Pictures aside, repeat all the entries below exactly as they appear.

####################

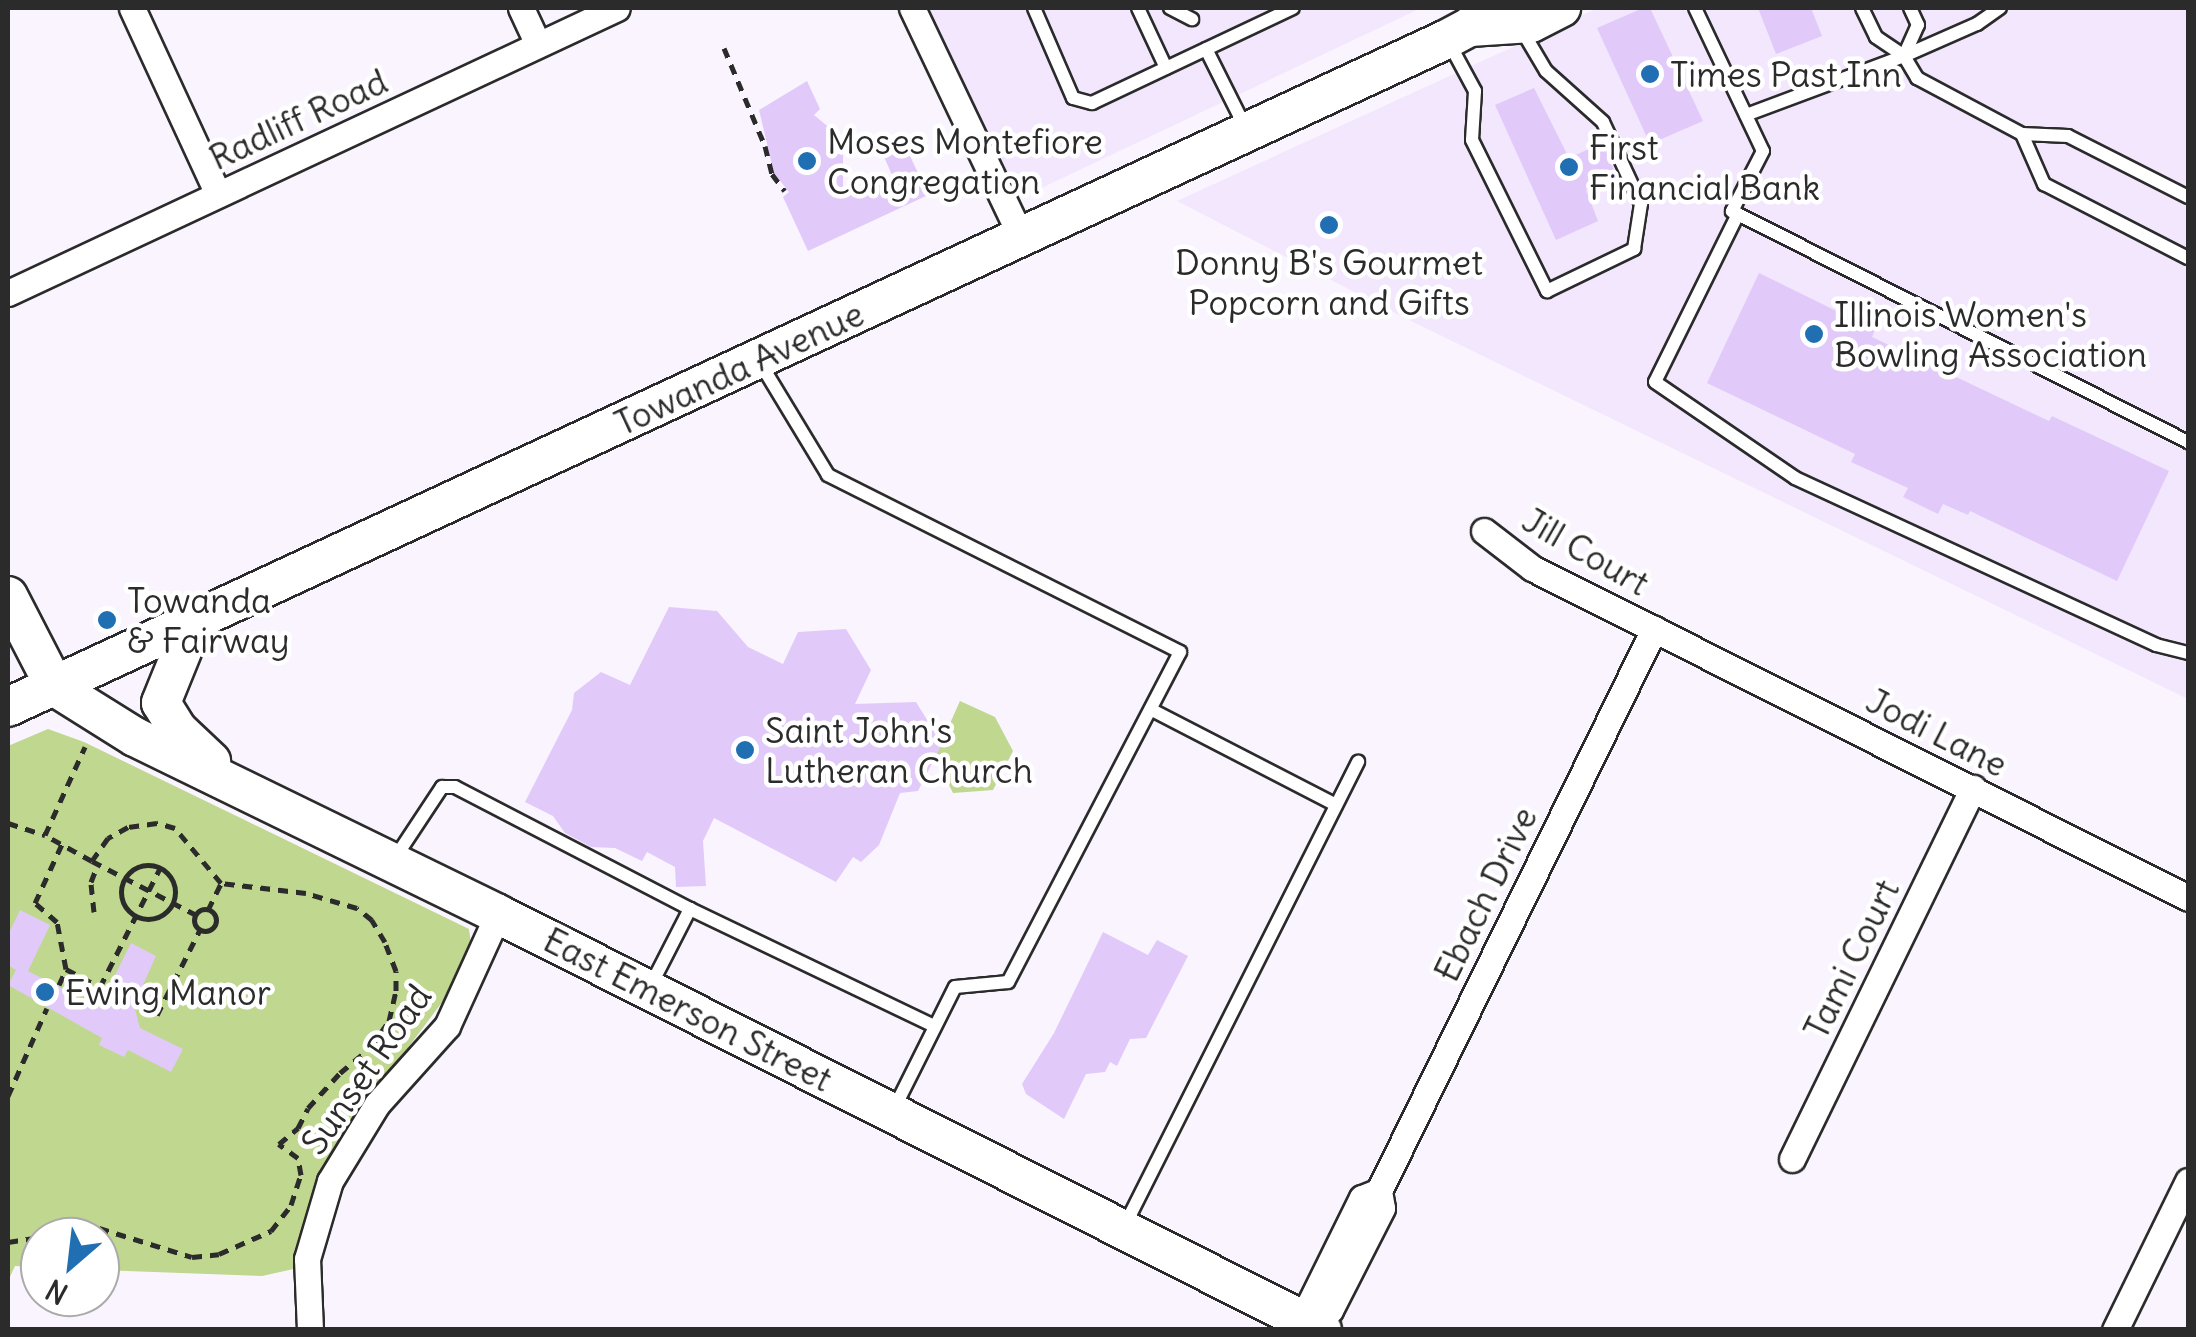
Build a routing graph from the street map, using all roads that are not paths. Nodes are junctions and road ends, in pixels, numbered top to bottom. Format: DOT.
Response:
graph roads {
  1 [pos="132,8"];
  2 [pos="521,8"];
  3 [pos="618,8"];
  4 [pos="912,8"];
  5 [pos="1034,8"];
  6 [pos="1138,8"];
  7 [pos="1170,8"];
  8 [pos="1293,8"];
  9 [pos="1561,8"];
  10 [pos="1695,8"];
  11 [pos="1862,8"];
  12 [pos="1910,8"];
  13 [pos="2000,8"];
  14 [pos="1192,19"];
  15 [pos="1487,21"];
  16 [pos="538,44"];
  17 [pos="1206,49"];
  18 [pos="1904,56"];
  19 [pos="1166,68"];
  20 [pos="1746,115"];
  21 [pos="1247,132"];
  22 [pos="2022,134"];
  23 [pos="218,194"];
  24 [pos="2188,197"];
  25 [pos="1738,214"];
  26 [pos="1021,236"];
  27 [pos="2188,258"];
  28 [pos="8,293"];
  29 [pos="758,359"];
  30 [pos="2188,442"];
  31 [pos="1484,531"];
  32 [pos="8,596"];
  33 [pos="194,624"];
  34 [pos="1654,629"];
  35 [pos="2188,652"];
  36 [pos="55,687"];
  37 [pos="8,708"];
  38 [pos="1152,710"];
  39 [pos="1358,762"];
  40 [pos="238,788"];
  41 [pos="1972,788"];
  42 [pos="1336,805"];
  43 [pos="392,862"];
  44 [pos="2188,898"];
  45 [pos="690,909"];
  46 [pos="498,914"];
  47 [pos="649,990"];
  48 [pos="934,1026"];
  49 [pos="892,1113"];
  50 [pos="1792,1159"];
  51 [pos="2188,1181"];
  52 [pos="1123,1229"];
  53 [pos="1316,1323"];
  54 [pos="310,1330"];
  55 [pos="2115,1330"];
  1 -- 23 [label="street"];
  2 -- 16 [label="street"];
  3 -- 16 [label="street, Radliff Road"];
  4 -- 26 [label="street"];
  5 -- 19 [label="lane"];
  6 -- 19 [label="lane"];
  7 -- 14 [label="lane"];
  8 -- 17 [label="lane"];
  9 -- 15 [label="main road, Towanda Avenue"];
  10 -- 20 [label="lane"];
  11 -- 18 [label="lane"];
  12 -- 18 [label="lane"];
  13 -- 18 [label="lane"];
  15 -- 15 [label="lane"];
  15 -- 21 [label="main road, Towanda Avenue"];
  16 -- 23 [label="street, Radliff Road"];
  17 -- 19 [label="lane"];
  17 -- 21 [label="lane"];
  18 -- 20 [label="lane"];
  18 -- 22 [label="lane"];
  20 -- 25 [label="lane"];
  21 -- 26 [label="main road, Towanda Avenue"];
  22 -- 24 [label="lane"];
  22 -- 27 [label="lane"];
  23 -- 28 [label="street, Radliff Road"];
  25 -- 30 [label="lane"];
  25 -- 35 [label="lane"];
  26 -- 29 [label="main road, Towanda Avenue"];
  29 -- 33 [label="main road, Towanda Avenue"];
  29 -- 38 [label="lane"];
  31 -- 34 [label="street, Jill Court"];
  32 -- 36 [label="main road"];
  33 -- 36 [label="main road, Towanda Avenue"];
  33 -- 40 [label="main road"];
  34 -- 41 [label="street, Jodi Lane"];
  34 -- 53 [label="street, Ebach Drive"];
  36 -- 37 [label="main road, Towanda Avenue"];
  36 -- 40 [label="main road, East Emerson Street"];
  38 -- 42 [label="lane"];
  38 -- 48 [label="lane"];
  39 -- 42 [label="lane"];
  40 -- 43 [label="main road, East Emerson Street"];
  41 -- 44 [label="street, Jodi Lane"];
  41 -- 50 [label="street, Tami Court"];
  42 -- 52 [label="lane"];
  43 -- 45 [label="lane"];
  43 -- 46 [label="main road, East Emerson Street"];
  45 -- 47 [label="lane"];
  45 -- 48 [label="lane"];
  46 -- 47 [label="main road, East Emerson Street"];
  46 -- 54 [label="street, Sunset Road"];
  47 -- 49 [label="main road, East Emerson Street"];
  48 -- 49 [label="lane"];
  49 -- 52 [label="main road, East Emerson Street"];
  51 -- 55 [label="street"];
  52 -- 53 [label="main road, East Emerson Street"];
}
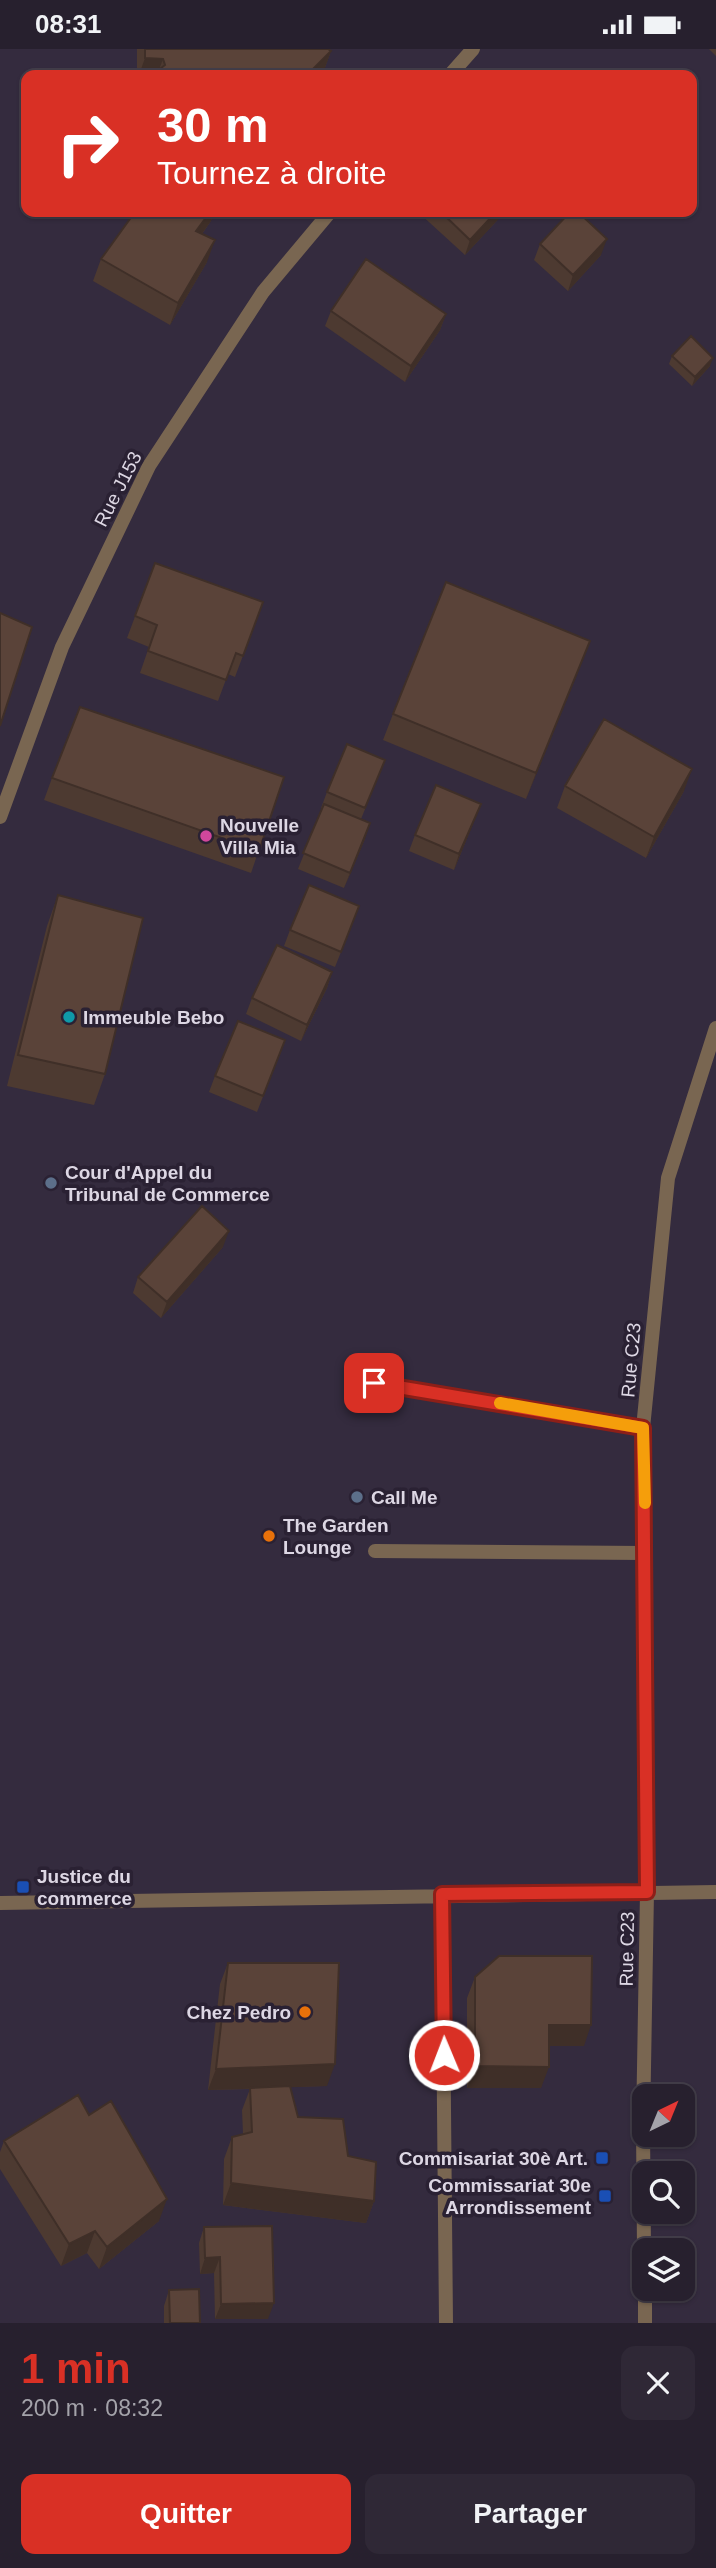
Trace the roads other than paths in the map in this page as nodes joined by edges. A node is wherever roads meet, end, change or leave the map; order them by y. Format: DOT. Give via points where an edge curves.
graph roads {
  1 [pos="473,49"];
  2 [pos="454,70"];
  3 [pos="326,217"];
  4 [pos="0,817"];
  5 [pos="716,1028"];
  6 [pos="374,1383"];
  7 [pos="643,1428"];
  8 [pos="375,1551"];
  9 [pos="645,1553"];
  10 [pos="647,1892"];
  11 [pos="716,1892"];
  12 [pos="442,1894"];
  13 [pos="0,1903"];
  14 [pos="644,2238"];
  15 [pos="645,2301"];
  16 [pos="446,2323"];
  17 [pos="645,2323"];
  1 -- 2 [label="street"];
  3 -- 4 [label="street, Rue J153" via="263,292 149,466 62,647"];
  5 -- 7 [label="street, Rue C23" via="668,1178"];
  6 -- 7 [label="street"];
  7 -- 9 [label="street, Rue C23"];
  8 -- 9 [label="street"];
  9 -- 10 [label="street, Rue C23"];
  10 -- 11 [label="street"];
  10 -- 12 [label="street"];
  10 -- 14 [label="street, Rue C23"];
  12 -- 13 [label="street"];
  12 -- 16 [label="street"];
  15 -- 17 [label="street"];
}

####################

→ **Answer space**
Build a routing graph from the street map, using all roads that are not paths. Nodes are junctions and road ends, in pixels, numbered top to bottom. Format: DOT.
Response:
graph roads {
  1 [pos="132,8"];
  2 [pos="521,8"];
  3 [pos="618,8"];
  4 [pos="912,8"];
  5 [pos="1034,8"];
  6 [pos="1138,8"];
  7 [pos="1170,8"];
  8 [pos="1293,8"];
  9 [pos="1561,8"];
  10 [pos="1695,8"];
  11 [pos="1862,8"];
  12 [pos="1910,8"];
  13 [pos="2000,8"];
  14 [pos="1192,19"];
  15 [pos="1487,21"];
  16 [pos="538,44"];
  17 [pos="1206,49"];
  18 [pos="1904,56"];
  19 [pos="1166,68"];
  20 [pos="1746,115"];
  21 [pos="1247,132"];
  22 [pos="2022,134"];
  23 [pos="218,194"];
  24 [pos="2188,197"];
  25 [pos="1738,214"];
  26 [pos="1021,236"];
  27 [pos="2188,258"];
  28 [pos="8,293"];
  29 [pos="758,359"];
  30 [pos="2188,442"];
  31 [pos="1484,531"];
  32 [pos="8,596"];
  33 [pos="194,624"];
  34 [pos="1654,629"];
  35 [pos="2188,652"];
  36 [pos="55,687"];
  37 [pos="8,708"];
  38 [pos="1152,710"];
  39 [pos="1358,762"];
  40 [pos="238,788"];
  41 [pos="1972,788"];
  42 [pos="1336,805"];
  43 [pos="392,862"];
  44 [pos="2188,898"];
  45 [pos="690,909"];
  46 [pos="498,914"];
  47 [pos="649,990"];
  48 [pos="934,1026"];
  49 [pos="892,1113"];
  50 [pos="1792,1159"];
  51 [pos="2188,1181"];
  52 [pos="1123,1229"];
  53 [pos="1316,1323"];
  54 [pos="310,1330"];
  55 [pos="2115,1330"];
  1 -- 23 [label="street"];
  2 -- 16 [label="street"];
  3 -- 16 [label="street, Radliff Road"];
  4 -- 26 [label="street"];
  5 -- 19 [label="lane"];
  6 -- 19 [label="lane"];
  7 -- 14 [label="lane"];
  8 -- 17 [label="lane"];
  9 -- 15 [label="main road, Towanda Avenue"];
  10 -- 20 [label="lane"];
  11 -- 18 [label="lane"];
  12 -- 18 [label="lane"];
  13 -- 18 [label="lane"];
  15 -- 15 [label="lane"];
  15 -- 21 [label="main road, Towanda Avenue"];
  16 -- 23 [label="street, Radliff Road"];
  17 -- 19 [label="lane"];
  17 -- 21 [label="lane"];
  18 -- 20 [label="lane"];
  18 -- 22 [label="lane"];
  20 -- 25 [label="lane"];
  21 -- 26 [label="main road, Towanda Avenue"];
  22 -- 24 [label="lane"];
  22 -- 27 [label="lane"];
  23 -- 28 [label="street, Radliff Road"];
  25 -- 30 [label="lane"];
  25 -- 35 [label="lane"];
  26 -- 29 [label="main road, Towanda Avenue"];
  29 -- 33 [label="main road, Towanda Avenue"];
  29 -- 38 [label="lane"];
  31 -- 34 [label="street, Jill Court"];
  32 -- 36 [label="main road"];
  33 -- 36 [label="main road, Towanda Avenue"];
  33 -- 40 [label="main road"];
  34 -- 41 [label="street, Jodi Lane"];
  34 -- 53 [label="street, Ebach Drive"];
  36 -- 37 [label="main road, Towanda Avenue"];
  36 -- 40 [label="main road, East Emerson Street"];
  38 -- 42 [label="lane"];
  38 -- 48 [label="lane"];
  39 -- 42 [label="lane"];
  40 -- 43 [label="main road, East Emerson Street"];
  41 -- 44 [label="street, Jodi Lane"];
  41 -- 50 [label="street, Tami Court"];
  42 -- 52 [label="lane"];
  43 -- 45 [label="lane"];
  43 -- 46 [label="main road, East Emerson Street"];
  45 -- 47 [label="lane"];
  45 -- 48 [label="lane"];
  46 -- 47 [label="main road, East Emerson Street"];
  46 -- 54 [label="street, Sunset Road"];
  47 -- 49 [label="main road, East Emerson Street"];
  48 -- 49 [label="lane"];
  49 -- 52 [label="main road, East Emerson Street"];
  51 -- 55 [label="street"];
  52 -- 53 [label="main road, East Emerson Street"];
}
Trace the roads other than paths in the map in this page as nodes joined by edges. A node is wherever roads meet, end, change or leave the map; order them by y. Format: DOT. Give via points where an edge curves.
graph roads {
  1 [pos="473,49"];
  2 [pos="454,70"];
  3 [pos="326,217"];
  4 [pos="0,817"];
  5 [pos="716,1028"];
  6 [pos="374,1383"];
  7 [pos="643,1428"];
  8 [pos="375,1551"];
  9 [pos="645,1553"];
  10 [pos="647,1892"];
  11 [pos="716,1892"];
  12 [pos="442,1894"];
  13 [pos="0,1903"];
  14 [pos="644,2238"];
  15 [pos="645,2301"];
  16 [pos="446,2323"];
  17 [pos="645,2323"];
  1 -- 2 [label="street"];
  3 -- 4 [label="street, Rue J153" via="263,292 149,466 62,647"];
  5 -- 7 [label="street, Rue C23" via="668,1178"];
  6 -- 7 [label="street"];
  7 -- 9 [label="street, Rue C23"];
  8 -- 9 [label="street"];
  9 -- 10 [label="street, Rue C23"];
  10 -- 11 [label="street"];
  10 -- 12 [label="street"];
  10 -- 14 [label="street, Rue C23"];
  12 -- 13 [label="street"];
  12 -- 16 [label="street"];
  15 -- 17 [label="street"];
}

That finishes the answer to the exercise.